Briefe und ein leerer Tisch (2003)

Marga Steinwassers Installation im “Museo de la Shoá”

Von Susanne Franz

Marga2.jpgFür ihre Ausstellung “Cartas y una mesa vacía” im “Museo de la Shoá” wollte Marga Steinwasser mit den minimalistischsten Elementen arbeiten. Ein wenig als Kontrast zu dem Museum der “Fundación Memoria del Holocausto”, in dessen 1. Stockwerk sie mit zwei anderen Künstlerinnen, Graciela Schifrin Lorenzano und Claudia Contreras, ausstellt. Der Besucher betritt zunächst das Museum, dessen Ausstellungsbereich sehr klein und deshalb auch gut überschaubar ist. Die hervorragend konzipierte Präsentation des Museums trägt zusätzlich zur Dokumentation an sich mit dazu bei, dass man schließlich schweren Herzens und wie immer mit dem Entsetzen über das, was geschehen ist, nach oben geht, und eigentlich überlegt, was noch hinzugefügt werden kann.

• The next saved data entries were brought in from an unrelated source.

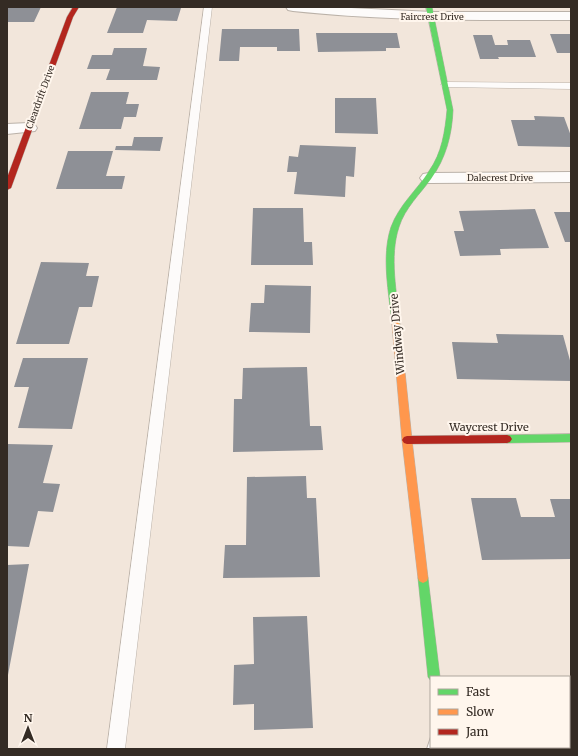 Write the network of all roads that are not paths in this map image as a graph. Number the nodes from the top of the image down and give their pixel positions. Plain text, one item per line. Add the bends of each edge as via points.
1 (76, 7) edge
2 (208, 7) edge
3 (293, 7) edge
4 (430, 12) edge
5 (571, 16) edge
6 (446, 85) junction
7 (571, 86) edge
8 (29, 128) junction
9 (7, 129) edge
10 (571, 177) edge
11 (429, 178) junction
12 (7, 188) edge
13 (571, 438) edge
14 (407, 440) junction
15 (434, 676) edge
16 (116, 749) edge

1 - 8 street, Cleardrift Drive
2 - 16 lane
3 - 4 street, Faircrest Drive via 340,13
4 - 5 street, Faircrest Drive
4 - 6 street, Windway Drive
6 - 7 lane
6 - 11 street, Windway Drive via 450,128 446,146
8 - 9 street
8 - 12 street, Cleardrift Drive
10 - 11 street, Dalecrest Drive
11 - 14 street, Windway Drive via 406,206 395,228 392,249 392,275
13 - 14 street, Waycrest Drive
14 - 15 street, Windway Drive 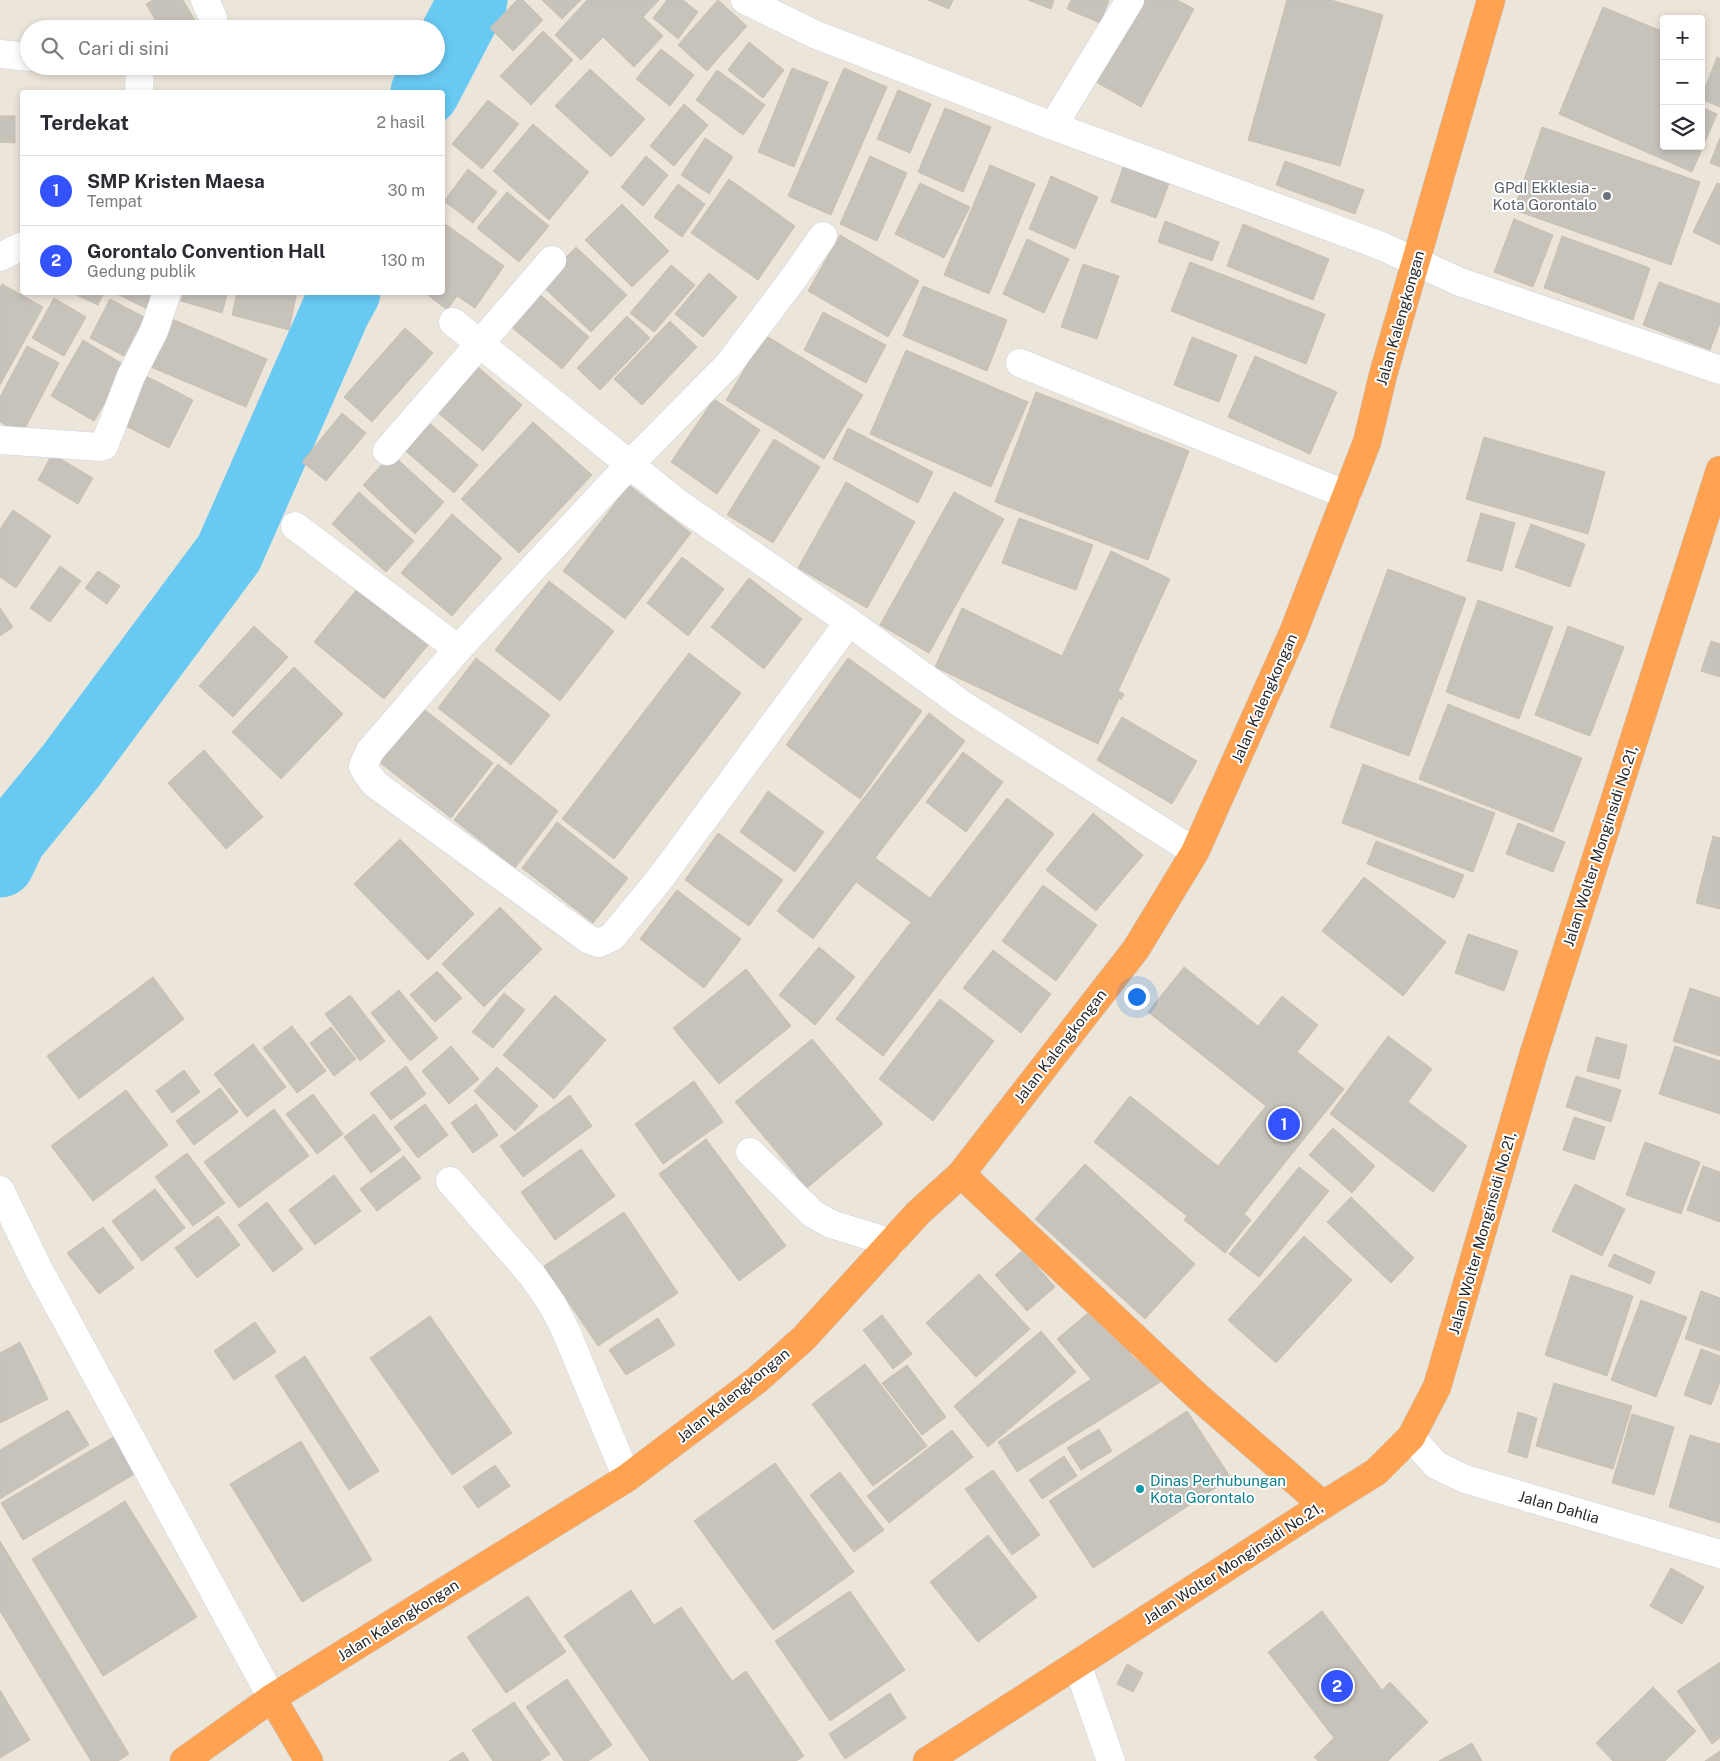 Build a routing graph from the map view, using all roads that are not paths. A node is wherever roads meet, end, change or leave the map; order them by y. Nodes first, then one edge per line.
1 (205, 0) edge
2 (746, 0) edge
3 (1130, 0) edge
4 (1491, 0) edge
5 (213, 20) edge
6 (0, 54) edge
7 (20, 57) edge
8 (140, 75) edge
9 (138, 90) edge
10 (1053, 126) junction
11 (823, 236) dead end
12 (20, 247) edge
13 (0, 257) edge
14 (552, 260) dead end
15 (1416, 260) junction
16 (166, 295) edge
17 (453, 322) dead end
18 (479, 344) junction
19 (1020, 363) dead end
20 (1720, 370) edge
21 (0, 440) edge
22 (387, 452) dead end
23 (630, 464) junction
24 (1720, 470) edge
25 (1347, 495) junction
26 (295, 526) dead end
27 (848, 622) junction
28 (458, 648) junction
29 (1196, 852) junction
30 (750, 1152) dead end
31 (961, 1174) junction
32 (450, 1181) dead end
33 (0, 1190) edge
34 (892, 1243) junction
35 (1411, 1438) junction
36 (627, 1478) junction
37 (1323, 1505) junction
38 (1720, 1554) edge
39 (1075, 1665) junction
40 (272, 1698) junction
41 (184, 1761) edge
42 (309, 1761) edge
43 (927, 1761) edge
44 (1111, 1761) edge

1 - 5 street
2 - 10 street
3 - 10 street
4 - 15 highway, Jalan Kalengkongan
6 - 7 street
8 - 9 street
10 - 15 street
11 - 23 street
12 - 13 street
14 - 18 street
15 - 20 street
15 - 25 highway, Jalan Kalengkongan
16 - 21 street
17 - 18 street
18 - 22 street
18 - 23 street
19 - 25 street
23 - 27 street
23 - 28 street
24 - 35 highway, Jalan Wolter Monginsidi No.21,
25 - 29 highway, Jalan Kalengkongan
26 - 28 street
27 - 28 street
27 - 29 street
29 - 31 highway, Jalan Kalengkongan
30 - 34 street
31 - 34 highway, Jalan Kalengkongan
31 - 37 highway
32 - 36 street
33 - 40 street
34 - 36 highway, Jalan Kalengkongan
35 - 37 highway, Jalan Wolter Monginsidi No.21,
35 - 38 street, Jalan Dahlia
36 - 40 highway, Jalan Kalengkongan
37 - 39 highway, Jalan Wolter Monginsidi No.21,
39 - 43 highway, Jalan Wolter Monginsidi No.21,
39 - 44 street
40 - 41 highway, Jalan Kalengkongan
40 - 42 highway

Aber die Geschichte hört nicht auf und hat Gültigkeit für jeden, der von ihr betroffen war und ist. “Das Wichtigste in meinem Leben ist passiert, bevor ich geboren wurde”, sagt Marga Steinwasser. So schafft sie Graphiken von Briefen, in einer Gaufrage-Prägetechnik, die diese Briefe plastisch hervorhebt, obwohl sie “nicht da” sind: denn es sind die Briefe, auf die diejenigen, die auswandern konnten, warteten – und die irgendwann nicht mehr kamen. Angeregt wurde Marga auch von einem Buch des Uruguayers Mauricio Rosencof, “Las cartas que nunca llegaron” (Die Briefe, die nie ankamen).

Auf einem einfachen weißen Tisch, um den schlichte Holzstühle stehen, hat Marga für vier Personen gedeckt, vier Menschen, die in KZs ermordet wurden – zwei Erwachsene und zwei Kinder. Auf den Tellern stehen ihre Geburts- und Todesdaten.

Kommunikation, die Notwendigkeit, in Verbindung zu bleiben, auf der einen Seite – der familiäre Ritus des Tischdeckens und Essens auf der anderen: Mit zwei ganz einfachen Konzepten gelingt es Marga Steinwasser, ein Gefühl zu vermitteln für das unmittelbare Eindringen des Horrors in das alltägliche menschliche Leben.

Dieser Artikel erschien im Oktober 2003 im “Argentinischen Tageblatt”.